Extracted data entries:
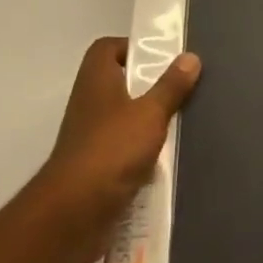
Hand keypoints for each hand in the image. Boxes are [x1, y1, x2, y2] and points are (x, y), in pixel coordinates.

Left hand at [21, 37, 200, 262]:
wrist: (72, 215)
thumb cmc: (111, 149)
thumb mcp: (150, 113)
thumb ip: (171, 86)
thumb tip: (190, 56)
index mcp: (96, 79)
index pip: (107, 48)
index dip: (132, 47)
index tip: (161, 57)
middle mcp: (89, 103)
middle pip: (119, 83)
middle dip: (148, 86)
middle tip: (180, 89)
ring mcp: (88, 137)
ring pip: (122, 119)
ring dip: (147, 122)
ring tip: (180, 123)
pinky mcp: (94, 169)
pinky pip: (122, 151)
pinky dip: (141, 153)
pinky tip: (166, 159)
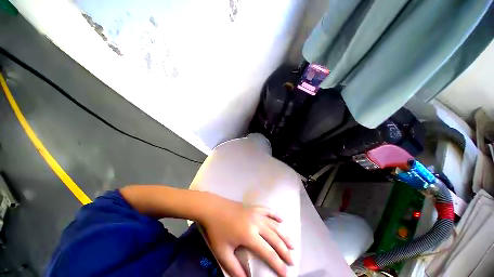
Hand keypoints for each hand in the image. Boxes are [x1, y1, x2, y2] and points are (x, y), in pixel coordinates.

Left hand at [198, 194, 293, 276]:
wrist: (214, 208)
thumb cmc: (217, 230)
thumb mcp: (222, 252)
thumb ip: (234, 268)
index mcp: (249, 235)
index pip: (268, 253)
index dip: (278, 264)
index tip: (286, 274)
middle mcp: (257, 223)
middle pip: (275, 238)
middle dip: (285, 251)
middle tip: (293, 260)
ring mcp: (256, 213)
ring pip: (274, 224)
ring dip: (284, 234)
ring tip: (293, 243)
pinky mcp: (254, 207)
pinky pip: (268, 210)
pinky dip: (276, 215)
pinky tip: (282, 219)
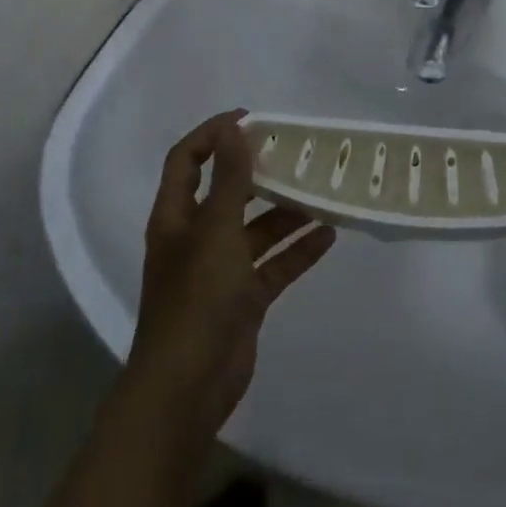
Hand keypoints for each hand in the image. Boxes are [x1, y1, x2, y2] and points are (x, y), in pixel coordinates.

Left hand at [126, 111, 335, 439]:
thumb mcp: (216, 230)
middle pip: (227, 192)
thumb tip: (234, 128)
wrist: (188, 388)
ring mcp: (219, 270)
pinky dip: (297, 251)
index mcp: (176, 216)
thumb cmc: (196, 298)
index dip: (213, 134)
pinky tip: (329, 235)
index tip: (251, 118)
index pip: (187, 160)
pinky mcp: (243, 299)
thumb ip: (230, 179)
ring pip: (256, 230)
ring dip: (285, 212)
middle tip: (294, 152)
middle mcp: (195, 237)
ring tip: (321, 191)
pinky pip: (273, 265)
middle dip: (258, 172)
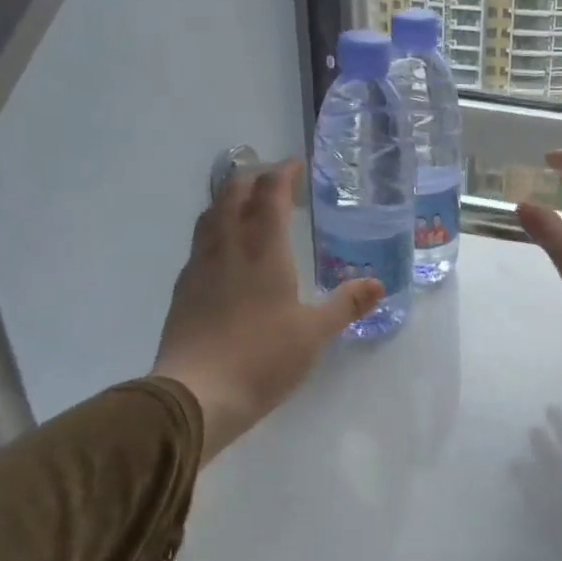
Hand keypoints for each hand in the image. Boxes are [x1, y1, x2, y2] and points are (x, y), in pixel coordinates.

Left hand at [153, 160, 380, 463]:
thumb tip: (378, 284)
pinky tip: (224, 252)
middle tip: (272, 180)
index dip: (282, 174)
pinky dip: (215, 230)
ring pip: (210, 216)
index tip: (295, 165)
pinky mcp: (183, 290)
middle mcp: (228, 249)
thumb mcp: (315, 333)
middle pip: (232, 195)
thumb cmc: (263, 358)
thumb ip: (346, 304)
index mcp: (263, 251)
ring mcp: (200, 268)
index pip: (269, 196)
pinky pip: (200, 244)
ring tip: (245, 205)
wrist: (196, 395)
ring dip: (228, 200)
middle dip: (251, 178)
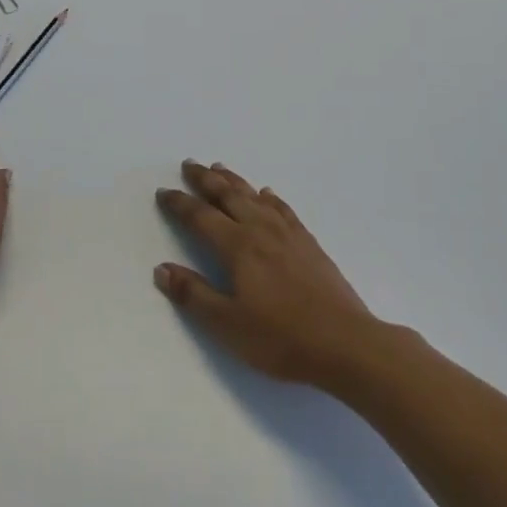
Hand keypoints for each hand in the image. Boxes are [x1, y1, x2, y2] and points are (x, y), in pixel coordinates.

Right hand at [154, 161, 378, 386]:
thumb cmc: (281, 338)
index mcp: (238, 246)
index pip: (201, 217)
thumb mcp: (227, 325)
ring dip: (234, 180)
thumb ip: (194, 295)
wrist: (345, 342)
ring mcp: (288, 233)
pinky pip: (283, 208)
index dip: (180, 204)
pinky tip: (267, 194)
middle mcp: (261, 229)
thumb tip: (162, 269)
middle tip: (189, 164)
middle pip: (228, 195)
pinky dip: (269, 197)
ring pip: (255, 195)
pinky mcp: (309, 242)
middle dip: (205, 179)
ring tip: (219, 168)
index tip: (163, 192)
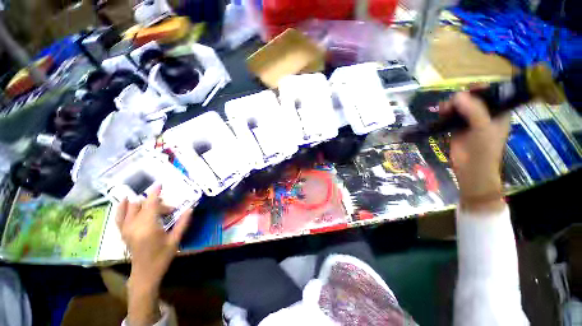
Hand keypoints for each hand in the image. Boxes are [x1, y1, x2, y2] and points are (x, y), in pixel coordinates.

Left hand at [116, 185, 191, 325]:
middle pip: (144, 205)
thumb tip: (191, 208)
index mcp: (148, 227)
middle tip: (170, 210)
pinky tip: (124, 200)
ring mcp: (126, 229)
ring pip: (131, 208)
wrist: (145, 273)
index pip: (151, 205)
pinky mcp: (123, 232)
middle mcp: (134, 226)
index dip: (155, 193)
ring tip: (153, 204)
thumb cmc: (162, 257)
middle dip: (157, 203)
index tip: (160, 184)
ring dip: (142, 203)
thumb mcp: (175, 240)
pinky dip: (121, 207)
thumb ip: (182, 223)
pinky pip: (119, 216)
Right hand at [440, 92, 509, 212]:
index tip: (467, 90)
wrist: (471, 169)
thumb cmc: (484, 149)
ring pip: (460, 106)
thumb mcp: (483, 128)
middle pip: (473, 98)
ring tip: (444, 109)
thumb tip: (457, 95)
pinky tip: (441, 113)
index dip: (480, 89)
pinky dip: (446, 112)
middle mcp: (485, 113)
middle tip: (452, 103)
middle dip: (462, 97)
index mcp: (498, 111)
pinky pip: (451, 115)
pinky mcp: (457, 127)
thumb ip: (473, 110)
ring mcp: (470, 120)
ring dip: (452, 105)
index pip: (491, 93)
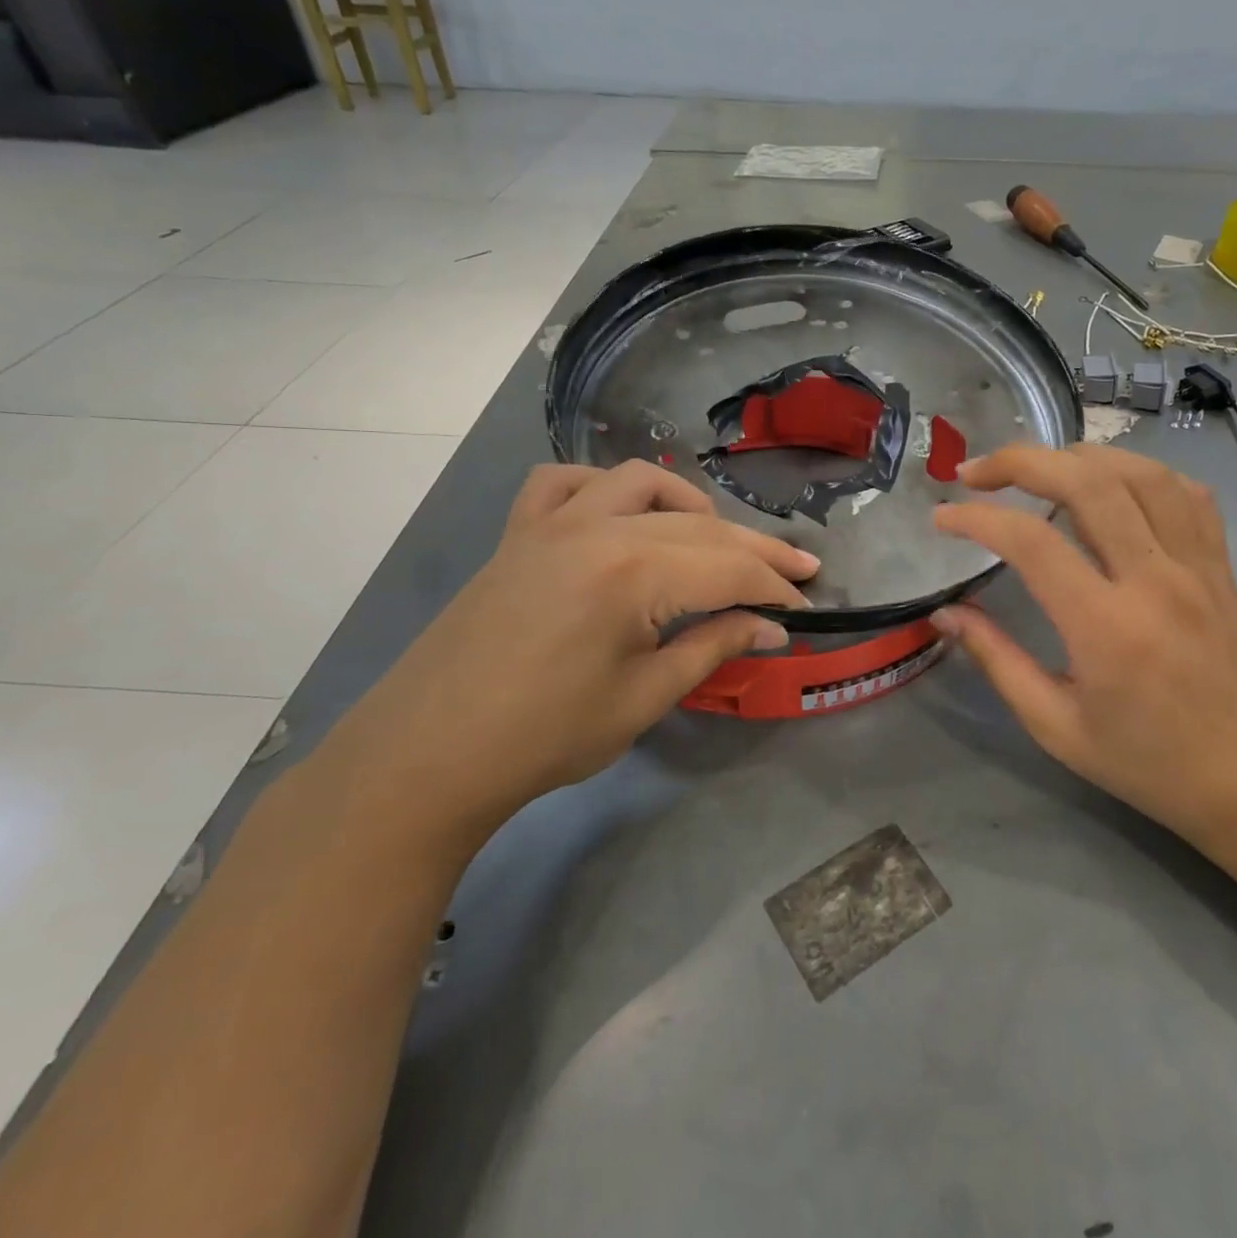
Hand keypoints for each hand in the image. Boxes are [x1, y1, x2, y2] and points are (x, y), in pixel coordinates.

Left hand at [319, 460, 817, 850]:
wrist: (429, 755)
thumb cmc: (545, 737)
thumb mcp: (645, 696)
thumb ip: (713, 646)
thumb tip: (772, 627)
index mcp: (632, 573)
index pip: (729, 569)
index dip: (775, 588)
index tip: (807, 606)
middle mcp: (597, 527)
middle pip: (699, 527)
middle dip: (756, 551)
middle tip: (797, 573)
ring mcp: (551, 521)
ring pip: (640, 482)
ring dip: (689, 504)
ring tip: (717, 538)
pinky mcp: (519, 532)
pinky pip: (564, 481)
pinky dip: (604, 487)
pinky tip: (623, 513)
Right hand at [932, 444, 1236, 840]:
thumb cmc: (1143, 761)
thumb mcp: (1054, 724)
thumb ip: (996, 660)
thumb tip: (944, 614)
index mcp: (1107, 628)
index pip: (1032, 542)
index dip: (978, 518)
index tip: (943, 516)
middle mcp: (1155, 581)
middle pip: (1087, 482)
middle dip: (1021, 461)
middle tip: (977, 471)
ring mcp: (1197, 567)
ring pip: (1141, 473)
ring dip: (1079, 455)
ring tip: (1038, 467)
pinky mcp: (1221, 566)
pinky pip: (1186, 494)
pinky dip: (1142, 473)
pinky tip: (1112, 484)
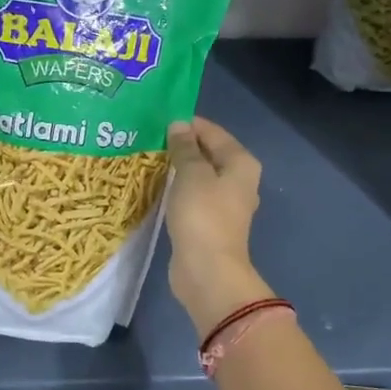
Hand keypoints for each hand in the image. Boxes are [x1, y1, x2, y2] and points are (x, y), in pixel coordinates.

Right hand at [165, 117, 273, 333]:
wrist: (207, 270)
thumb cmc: (202, 215)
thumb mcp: (191, 174)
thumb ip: (184, 147)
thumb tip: (178, 125)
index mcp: (241, 163)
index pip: (213, 132)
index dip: (188, 123)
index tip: (158, 119)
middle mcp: (239, 180)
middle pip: (209, 153)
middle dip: (182, 145)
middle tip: (150, 137)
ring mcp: (225, 204)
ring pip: (200, 176)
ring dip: (179, 167)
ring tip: (150, 157)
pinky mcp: (209, 222)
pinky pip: (193, 195)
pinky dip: (178, 188)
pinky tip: (158, 185)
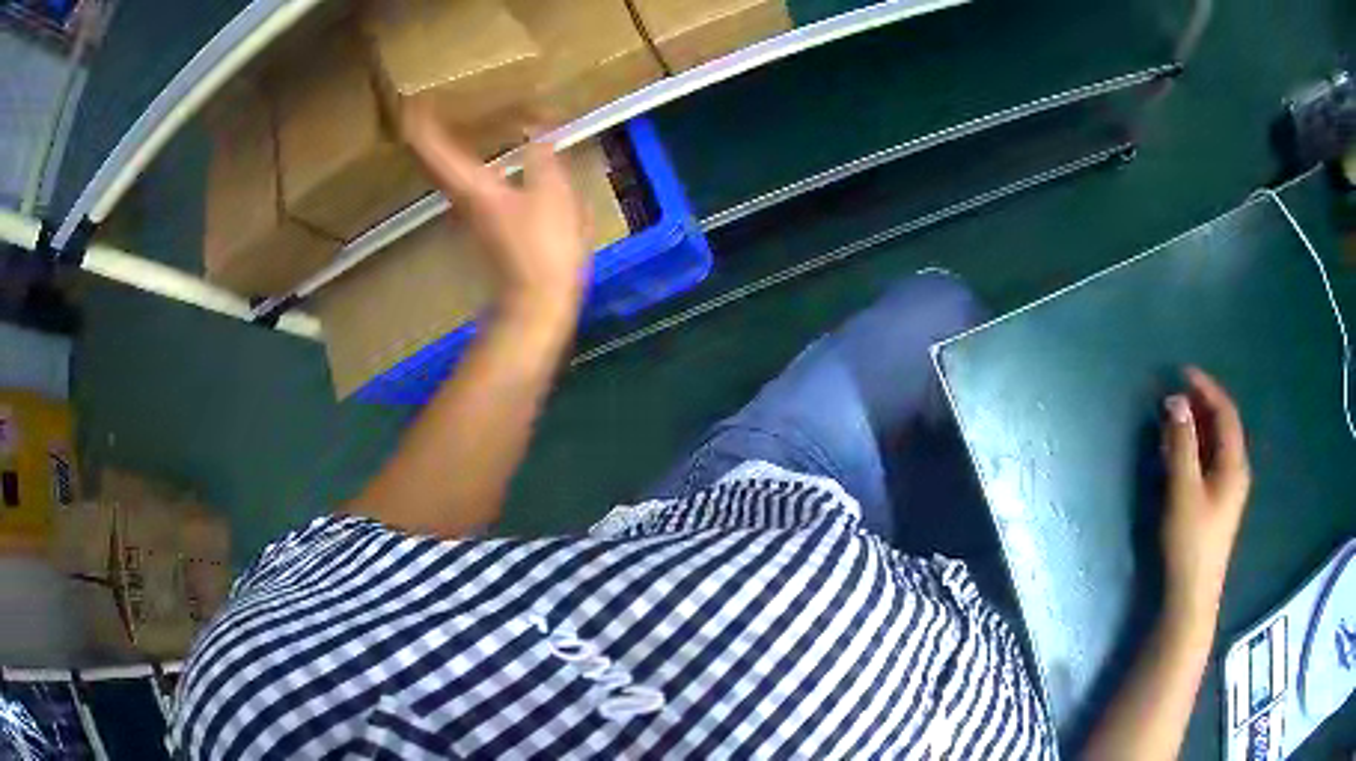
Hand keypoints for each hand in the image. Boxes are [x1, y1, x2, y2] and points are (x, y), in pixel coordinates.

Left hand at [401, 103, 591, 318]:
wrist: (538, 302)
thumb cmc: (544, 247)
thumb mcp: (552, 191)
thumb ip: (541, 154)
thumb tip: (534, 123)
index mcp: (473, 185)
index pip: (434, 147)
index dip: (421, 122)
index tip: (411, 99)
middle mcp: (461, 198)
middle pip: (432, 161)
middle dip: (424, 133)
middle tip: (422, 107)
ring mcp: (469, 215)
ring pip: (444, 173)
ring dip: (440, 148)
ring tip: (445, 123)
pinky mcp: (482, 226)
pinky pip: (462, 184)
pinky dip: (461, 163)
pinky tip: (475, 155)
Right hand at [1160, 367, 1251, 626]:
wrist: (1191, 594)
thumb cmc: (1190, 541)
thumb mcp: (1183, 490)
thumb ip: (1181, 444)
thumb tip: (1176, 400)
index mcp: (1234, 463)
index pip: (1225, 412)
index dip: (1206, 388)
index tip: (1182, 373)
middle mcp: (1236, 471)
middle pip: (1223, 426)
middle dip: (1200, 405)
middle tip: (1174, 394)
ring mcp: (1227, 490)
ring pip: (1215, 445)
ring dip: (1197, 426)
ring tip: (1173, 418)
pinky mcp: (1216, 505)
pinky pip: (1209, 462)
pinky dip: (1195, 448)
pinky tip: (1179, 453)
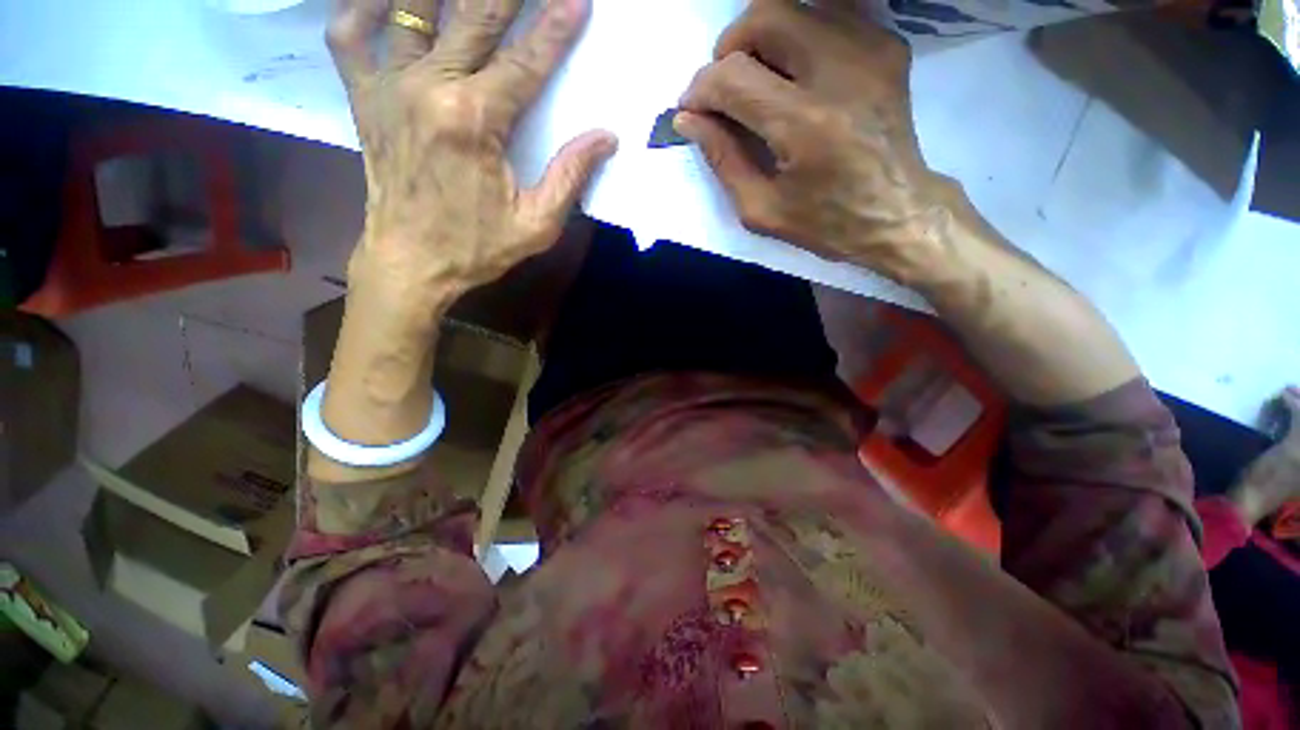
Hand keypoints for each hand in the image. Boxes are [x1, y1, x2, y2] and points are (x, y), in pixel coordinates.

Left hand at [328, 0, 616, 322]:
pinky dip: (365, 4)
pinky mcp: (363, 96)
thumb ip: (570, 176)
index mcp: (473, 121)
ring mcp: (388, 86)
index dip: (555, 27)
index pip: (525, 62)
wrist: (410, 263)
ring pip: (412, 8)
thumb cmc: (476, 248)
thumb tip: (606, 138)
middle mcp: (428, 88)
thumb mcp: (537, 224)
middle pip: (474, 17)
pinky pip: (351, 32)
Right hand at [676, 0, 950, 284]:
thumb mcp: (761, 210)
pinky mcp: (886, 45)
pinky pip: (828, 14)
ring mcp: (869, 50)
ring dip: (762, 38)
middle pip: (765, 15)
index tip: (691, 109)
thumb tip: (688, 120)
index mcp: (804, 126)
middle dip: (729, 47)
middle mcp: (839, 72)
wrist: (897, 213)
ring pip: (795, 5)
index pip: (733, 77)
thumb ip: (722, 160)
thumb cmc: (825, 223)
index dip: (700, 88)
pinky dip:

* Exercise requirements:
What lines of the data include the word "Left"? Copy each of them.

* Exercise response:
Left hand at [21, 37, 200, 262]:
Left hand at [198, 194, 293, 276]:
Left hand at [126, 111, 335, 439]:
Left hand at [153, 160, 380, 463]:
Left hand at [116, 185, 191, 325]:
Left hand at [319, 460, 817, 850]:
Left hand at [401, 103, 591, 318]:
Left hand at [328, 0, 616, 322]:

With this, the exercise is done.